The first time I heard this song, I was driving in my car. It was one of the rare times I was alone, and I was glad, because I literally had to park the car and just give in to the tears that were overtaking me.
I hope you'll listen to the song, but it's about what life would be like if heaven wasn't so far away. How we could pack up the kids to visit their grandparents, let long-lost relatives know how their children are doing here on earth, and how "losing them wouldn't be so hard to take, if heaven wasn't so far away".
All I could think of when I heard it was who I would visit, if heaven wasn't so far away.

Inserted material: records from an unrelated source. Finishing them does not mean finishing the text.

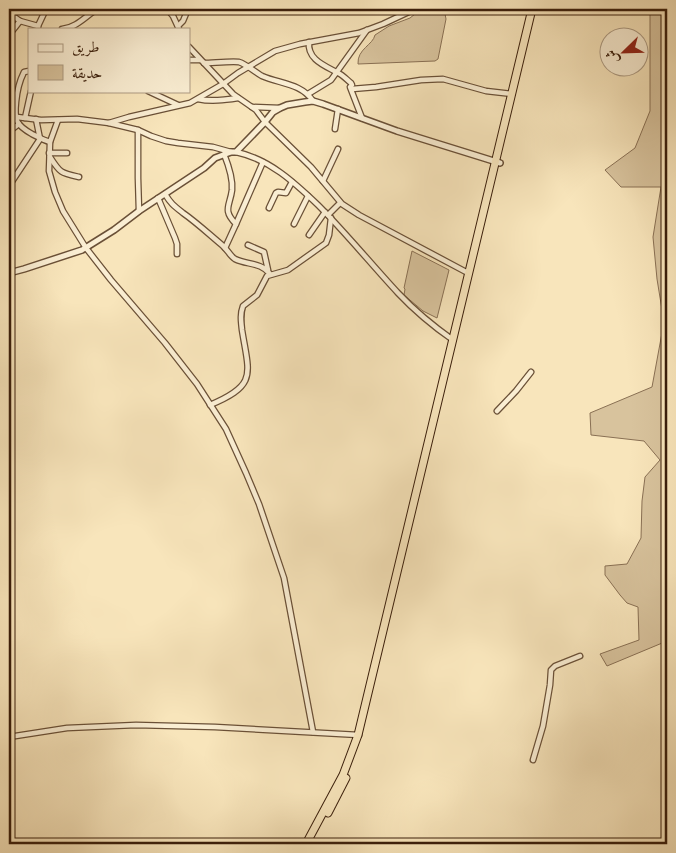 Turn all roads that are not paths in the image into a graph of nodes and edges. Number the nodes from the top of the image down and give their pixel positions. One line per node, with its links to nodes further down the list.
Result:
1 (46, 9): 11 (street)
2 (97, 9): 13 (street)
3 (167, 9): 12 (street)
4 (188, 9): 12 (street)
5 (415, 9): 14 (street)
6 (532, 9): 28 (highway)
7 (536, 9): 56 (highway)
8 (11, 14): 9 (street); 10 (street)
9 (20, 20): 11 (street); 15 (street)
10 (9, 22)
11 (38, 27)
12 (178, 27)
13 (68, 28)
14 (367, 30): 16 (street); 22 (street)
15 (9, 35)
16 (310, 42): 20 (street); 22 (street)
17 (190, 48): 19 (street)
18 (190, 60): 19 (street)
19 (202, 62): 20 (street); 23 (street)
20 (248, 68): 23 (street); 27 (street)
21 (28, 71): 37 (street)
22 (337, 72): 24 (street); 27 (street)
23 (223, 84): 29 (street); 30 (street)
24 (352, 89): 28 (street); 39 (street)
25 (31, 92): 38 (street)
26 (150, 92): 32 (street)
27 (308, 94): 31 (street)
28 (512, 94): 56 (highway)
29 (238, 98): 30 (street); 33 (street)
30 (198, 99): 32 (street)
31 (313, 101): 34 (street); 35 (street)
32 (178, 105): 43 (street)
33 (252, 107): 34 (street); 42 (street)
34 (280, 108): 42 (street)
35 (338, 109): 39 (street); 46 (street)
36 (9, 116): 37 (street)
37 (15, 117): 38 (street); 44 (street)
38 (26, 118): 40 (street)
39 (362, 118): 56 (street)
40 (36, 119): 41 (street); 48 (street)
41 (58, 120): 43 (street); 49 (street)
42 (265, 122): 51 (street); 58 (street)
43 (109, 123): 45 (street)
44 (19, 124): 47 (street); 48 (street)
45 (138, 130): 51 (street); 66 (street)
46 (334, 130)
47 (9, 139)
48 (40, 139): 49 (street); 60 (street)
49 (50, 142): 53 (street)
50 (338, 149): 58 (street)
51 (233, 152): 54 (street); 55 (street)
52 (67, 153): 53 (street)
53 (49, 154): 57 (street); 72 (street)
54 (224, 154): 61 (street); 68 (street)
55 (263, 162): 59 (street); 68 (street)
56 (497, 162): 77 (highway); 84 (highway)
57 (79, 177)
58 (323, 181): 64 (street)
59 (292, 182): 62 (street); 65 (street)
60 (9, 186)
61 (165, 194): 63 (street); 73 (street)
62 (308, 196): 67 (street); 69 (street)
63 (158, 198): 66 (street); 74 (street)
64 (340, 203): 67 (street); 77 (street)
65 (270, 208)
66 (139, 211): 72 (street)
67 (328, 215): 70 (street); 76 (street); 78 (street)
68 (236, 224): 73 (street)
69 (294, 224)
70 (309, 235)
71 (248, 245): 76 (street)
72 (86, 248): 75 (street); 80 (street)
73 (226, 248): 76 (street)
74 (177, 254)
75 (9, 273)
76 (269, 273): 80 (street)
77 (468, 273): 78 (highway)
78 (452, 340): 84 (highway)
79 (531, 372): 81 (street)
80 (210, 405): 83 (street)
81 (497, 411)
82 (580, 656): 86 (street)
83 (313, 732): 84 (street); 85 (street)
84 (360, 735): 87 (highway); 88 (highway)
85 (9, 737)
86 (533, 760)
87 (306, 844)
88 (311, 844) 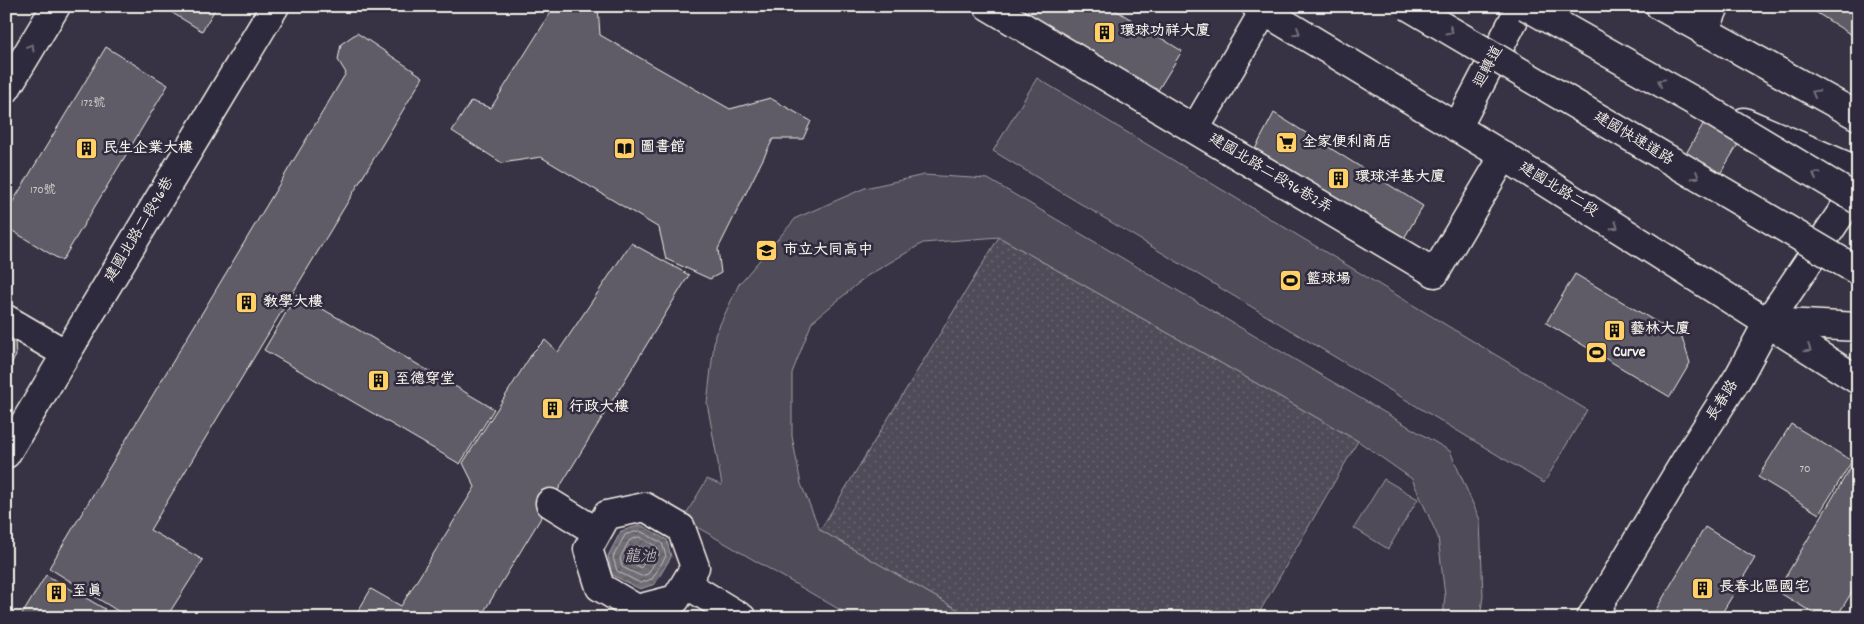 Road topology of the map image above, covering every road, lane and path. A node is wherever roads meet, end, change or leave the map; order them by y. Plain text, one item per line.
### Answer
1 (56, 6) edge
2 (275, 6) edge
3 (988, 6) edge
4 (1408, 6) edge
5 (1521, 6) edge
6 (1526, 6) edge
7 (1660, 6) edge
8 (1715, 6) edge
9 (1260, 9) edge
10 (1704, 32) junction
11 (6, 89) edge
12 (1692, 100) junction
13 (1858, 116) edge
14 (1457, 128) junction
15 (1195, 129) junction
16 (1504, 156) junction
17 (1858, 171) edge
18 (1858, 188) edge
19 (1858, 200) edge
20 (1858, 271) edge
21 (6, 319) edge
22 (1768, 322) junction
23 (1858, 327) edge
24 (66, 354) junction
25 (1858, 380) edge
26 (6, 454) edge
27 (550, 503) dead end
28 (597, 532) junction
29 (686, 584) junction
30 (742, 618) edge
31 (1591, 618) edge

11 -> 1 main road
2 - 24 main road, 建國北路二段96巷
3 - 15 main road, 建國北路二段96巷2弄
4 -> 20 main road, 建國快速道路, bridge
5 - 14 main road, 迴轉道
12 -> 6 main road, bridge
7 - 10 main road
8 - 10 main road
9 -> 14 main road, 建國北路二段
9 - 15 main road
13 -> 10 main road
12 - 17 main road, bridge
19 -> 12 main road, bridge
14 - 16 main road, 建國北路二段
15 - 16 main road, 建國北路二段96巷2弄
16 -> 22 main road, 建國北路二段
18 - 22 main road, 長春路
21 - 24 main road
22 - 23 main road
22 -> 25 main road, 建國北路二段
22 - 31 main road, 長春路
24 - 26 main road, 建國北路二段96巷
27 - 28 main road
28 - 29 main road
28 - 29 main road
29 - 30 main road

The first person I thought of was John's firstborn son, who passed away shortly after his birth. I know that John would also want to visit his own father, who died about 10 years ago.

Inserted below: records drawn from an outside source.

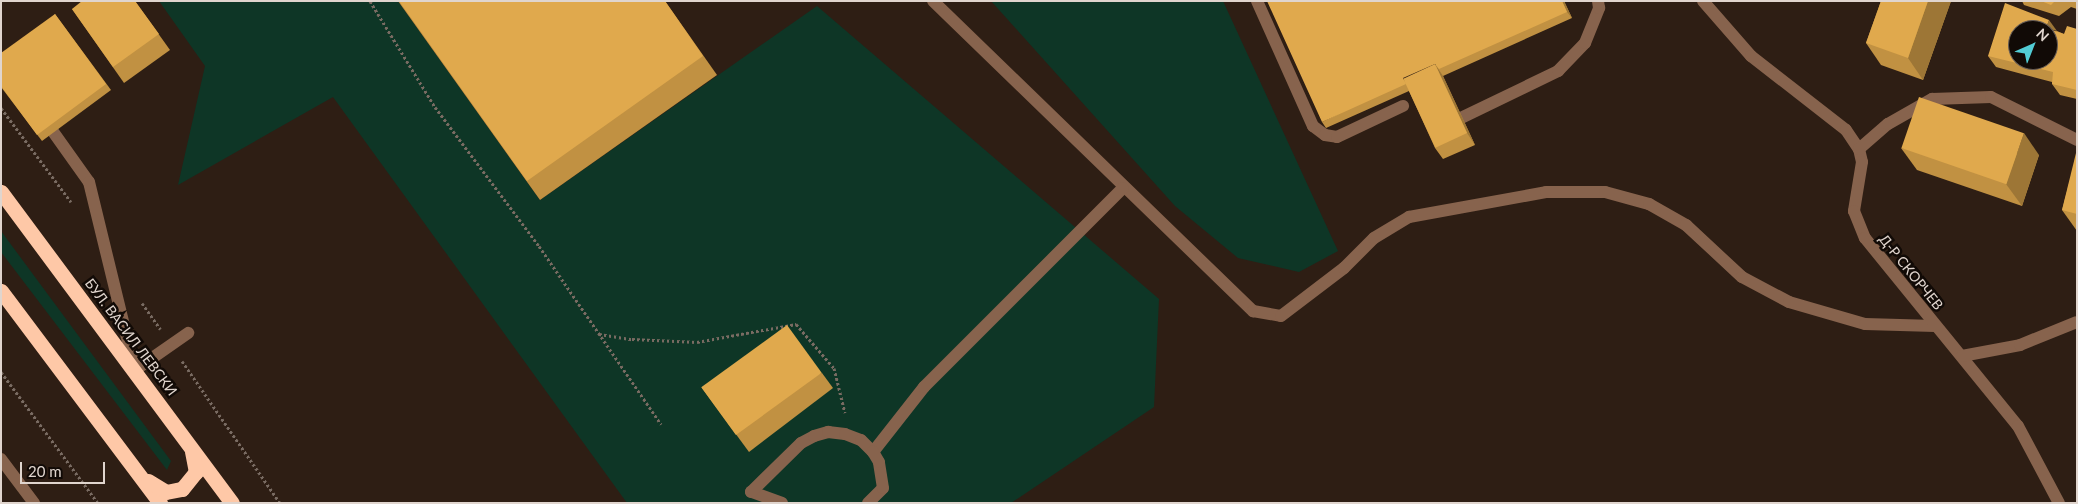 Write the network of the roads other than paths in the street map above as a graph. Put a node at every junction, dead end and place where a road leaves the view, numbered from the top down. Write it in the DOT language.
graph roads {
  1 [pos="933,1"];
  2 [pos="1257,1"];
  3 [pos="1598,1"];
  4 [pos="1703,1"];
  5 [pos="1403,106"];
  6 [pos="39,112"];
  7 [pos="1463,117"];
  8 [pos="2077,140"];
  9 [pos="1859,149"];
  10 [pos="1123,188"];
  11 [pos="1,192"];
  12 [pos="1,291"];
  13 [pos="2077,322"];
  14 [pos="1935,326"];
  15 [pos="188,333"];
  16 [pos="1962,356"];
  17 [pos="135,370"];
  18 [pos="188,440"];
  19 [pos="873,452"];
  20 [pos="1,459"];
  21 [pos="140,474"];
  22 [pos="34,503"];
  23 [pos="160,503"];
  24 [pos="232,503"];
  25 [pos="782,503"];
  26 [pos="868,503"];
  27 [pos="2059,503"];
  1 -- 10 [label="street"];
  2 -- 5 [label="street"];
  3 -- 7 [label="street"];
  4 -- 9 [label="street"];
  6 -- 17 [label="street"];
  8 -- 9 [label="street"];
  9 -- 14 [label="street, Д-Р СКОРЧЕВ"];
  10 -- 14 [label="street"];
  10 -- 19 [label="street"];
  11 -- 17 [label="highway, БУЛ. ВАСИЛ ЛЕВСКИ"];
  12 -- 21 [label="highway"];
  13 -- 16 [label="street"];
  14 -- 16 [label="street, Д-Р СКОРЧЕВ"];
  15 -- 17 [label="street"];
  16 -- 27 [label="street, Д-Р СКОРЧЕВ"];
  17 -- 18 [label="highway, БУЛ. ВАСИЛ ЛЕВСКИ"];
  18 -- 21 [label="highway"];
  18 -- 24 [label="highway, БУЛ. ВАСИЛ ЛЕВСКИ"];
  19 -- 25 [label="street"];
  19 -- 26 [label="street"];
  20 -- 22 [label="street"];
  21 -- 23 [label="highway"];
}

Then I thought of my children's paternal grandmother. My ex-husband's mother passed away in 1993. She gave birth to five boys, four who survived, and always wanted a daughter. When she passed away, she only had two grandsons. I know she would be so happy to meet my daughters, as well as her other granddaughters who have been born since she passed.
I would love to see my Uncle Gene again. He was my father's oldest brother, and almost like a father to him.
All of my grandparents have passed away, and I would love to visit them once more.
One of the hardest losses I've experienced is that of my cousin. He was in his 30's and had recently moved back to our town. He visited our family often. Then one night, he was tragically struck by a car and killed.
Another tragic loss was that of my mother's best friend, who took her own life. I wish she could see her daughter now that she's grown up, and I would love for her to meet her only grandson.
Honestly, there are so many more, so many people that I have loved and lost and would love to visit, even just one last time.
Who would you want to see, if heaven wasn't so far away?